§ **PROVIDED ENTRIES**

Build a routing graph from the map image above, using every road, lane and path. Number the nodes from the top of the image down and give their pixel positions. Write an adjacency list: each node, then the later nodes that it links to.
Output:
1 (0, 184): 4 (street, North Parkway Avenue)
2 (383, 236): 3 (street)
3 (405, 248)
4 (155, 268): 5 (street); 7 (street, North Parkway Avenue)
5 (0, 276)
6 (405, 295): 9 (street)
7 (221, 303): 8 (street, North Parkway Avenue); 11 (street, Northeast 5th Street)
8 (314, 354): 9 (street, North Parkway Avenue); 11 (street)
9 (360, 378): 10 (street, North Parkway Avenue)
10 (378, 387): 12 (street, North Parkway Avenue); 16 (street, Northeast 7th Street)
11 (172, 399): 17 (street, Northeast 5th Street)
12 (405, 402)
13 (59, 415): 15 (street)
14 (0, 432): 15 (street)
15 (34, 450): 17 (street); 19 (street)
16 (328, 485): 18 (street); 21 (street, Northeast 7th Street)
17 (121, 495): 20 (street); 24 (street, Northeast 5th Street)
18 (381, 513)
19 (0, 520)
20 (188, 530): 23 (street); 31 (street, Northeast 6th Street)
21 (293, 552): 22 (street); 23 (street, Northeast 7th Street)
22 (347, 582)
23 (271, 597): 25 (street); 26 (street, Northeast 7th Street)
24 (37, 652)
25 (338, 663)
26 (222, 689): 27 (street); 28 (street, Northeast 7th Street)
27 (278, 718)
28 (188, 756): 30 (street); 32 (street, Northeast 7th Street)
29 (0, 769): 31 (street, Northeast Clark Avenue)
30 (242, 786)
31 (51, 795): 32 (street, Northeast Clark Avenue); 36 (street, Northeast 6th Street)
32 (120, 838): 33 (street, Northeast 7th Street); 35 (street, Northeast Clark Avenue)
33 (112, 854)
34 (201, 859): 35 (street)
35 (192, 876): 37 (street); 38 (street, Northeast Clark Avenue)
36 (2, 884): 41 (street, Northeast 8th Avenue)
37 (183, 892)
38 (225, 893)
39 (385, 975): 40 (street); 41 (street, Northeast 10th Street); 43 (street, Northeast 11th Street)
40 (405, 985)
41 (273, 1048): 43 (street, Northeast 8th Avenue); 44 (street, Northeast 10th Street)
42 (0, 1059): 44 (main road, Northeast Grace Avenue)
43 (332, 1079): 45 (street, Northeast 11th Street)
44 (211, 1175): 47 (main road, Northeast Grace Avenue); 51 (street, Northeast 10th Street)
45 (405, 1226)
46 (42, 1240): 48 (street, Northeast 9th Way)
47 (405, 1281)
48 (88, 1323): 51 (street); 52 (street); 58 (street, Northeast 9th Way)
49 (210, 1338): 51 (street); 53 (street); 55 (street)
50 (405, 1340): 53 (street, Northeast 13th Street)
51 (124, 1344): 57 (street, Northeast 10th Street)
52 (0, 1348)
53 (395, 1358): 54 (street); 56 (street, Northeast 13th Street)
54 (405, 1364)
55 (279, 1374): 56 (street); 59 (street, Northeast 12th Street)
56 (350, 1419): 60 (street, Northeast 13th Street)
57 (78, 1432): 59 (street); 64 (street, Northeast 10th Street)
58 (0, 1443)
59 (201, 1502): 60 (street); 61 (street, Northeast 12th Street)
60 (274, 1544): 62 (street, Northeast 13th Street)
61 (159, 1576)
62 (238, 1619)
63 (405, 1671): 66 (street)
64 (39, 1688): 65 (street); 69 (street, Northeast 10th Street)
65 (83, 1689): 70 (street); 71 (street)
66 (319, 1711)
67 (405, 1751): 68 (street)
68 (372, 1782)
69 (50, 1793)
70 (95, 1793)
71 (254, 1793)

§ **EXERCISE**
For every record above, print an exact copy.

§ **ANSWER TO THE PROBLEM**
Build a routing graph from the map image above, using every road, lane and path. Number the nodes from the top of the image down and give their pixel positions. Write an adjacency list: each node, then the later nodes that it links to.
Output:
1 (0, 184): 4 (street, North Parkway Avenue)
2 (383, 236): 3 (street)
3 (405, 248)
4 (155, 268): 5 (street); 7 (street, North Parkway Avenue)
5 (0, 276)
6 (405, 295): 9 (street)
7 (221, 303): 8 (street, North Parkway Avenue); 11 (street, Northeast 5th Street)
8 (314, 354): 9 (street, North Parkway Avenue); 11 (street)
9 (360, 378): 10 (street, North Parkway Avenue)
10 (378, 387): 12 (street, North Parkway Avenue); 16 (street, Northeast 7th Street)
11 (172, 399): 17 (street, Northeast 5th Street)
12 (405, 402)
13 (59, 415): 15 (street)
14 (0, 432): 15 (street)
15 (34, 450): 17 (street); 19 (street)
16 (328, 485): 18 (street); 21 (street, Northeast 7th Street)
17 (121, 495): 20 (street); 24 (street, Northeast 5th Street)
18 (381, 513)
19 (0, 520)
20 (188, 530): 23 (street); 31 (street, Northeast 6th Street)
21 (293, 552): 22 (street); 23 (street, Northeast 7th Street)
22 (347, 582)
23 (271, 597): 25 (street); 26 (street, Northeast 7th Street)
24 (37, 652)
25 (338, 663)
26 (222, 689): 27 (street); 28 (street, Northeast 7th Street)
27 (278, 718)
28 (188, 756): 30 (street); 32 (street, Northeast 7th Street)
29 (0, 769): 31 (street, Northeast Clark Avenue)
30 (242, 786)
31 (51, 795): 32 (street, Northeast Clark Avenue); 36 (street, Northeast 6th Street)
32 (120, 838): 33 (street, Northeast 7th Street); 35 (street, Northeast Clark Avenue)
33 (112, 854)
34 (201, 859): 35 (street)
35 (192, 876): 37 (street); 38 (street, Northeast Clark Avenue)
36 (2, 884): 41 (street, Northeast 8th Avenue)
37 (183, 892)
38 (225, 893)
39 (385, 975): 40 (street); 41 (street, Northeast 10th Street); 43 (street, Northeast 11th Street)
40 (405, 985)
41 (273, 1048): 43 (street, Northeast 8th Avenue); 44 (street, Northeast 10th Street)
42 (0, 1059): 44 (main road, Northeast Grace Avenue)
43 (332, 1079): 45 (street, Northeast 11th Street)
44 (211, 1175): 47 (main road, Northeast Grace Avenue); 51 (street, Northeast 10th Street)
45 (405, 1226)
46 (42, 1240): 48 (street, Northeast 9th Way)
47 (405, 1281)
48 (88, 1323): 51 (street); 52 (street); 58 (street, Northeast 9th Way)
49 (210, 1338): 51 (street); 53 (street); 55 (street)
50 (405, 1340): 53 (street, Northeast 13th Street)
51 (124, 1344): 57 (street, Northeast 10th Street)
52 (0, 1348)
53 (395, 1358): 54 (street); 56 (street, Northeast 13th Street)
54 (405, 1364)
55 (279, 1374): 56 (street); 59 (street, Northeast 12th Street)
56 (350, 1419): 60 (street, Northeast 13th Street)
57 (78, 1432): 59 (street); 64 (street, Northeast 10th Street)
58 (0, 1443)
59 (201, 1502): 60 (street); 61 (street, Northeast 12th Street)
60 (274, 1544): 62 (street, Northeast 13th Street)
61 (159, 1576)
62 (238, 1619)
63 (405, 1671): 66 (street)
64 (39, 1688): 65 (street); 69 (street, Northeast 10th Street)
65 (83, 1689): 70 (street); 71 (street)
66 (319, 1711)
67 (405, 1751): 68 (street)
68 (372, 1782)
69 (50, 1793)
70 (95, 1793)
71 (254, 1793)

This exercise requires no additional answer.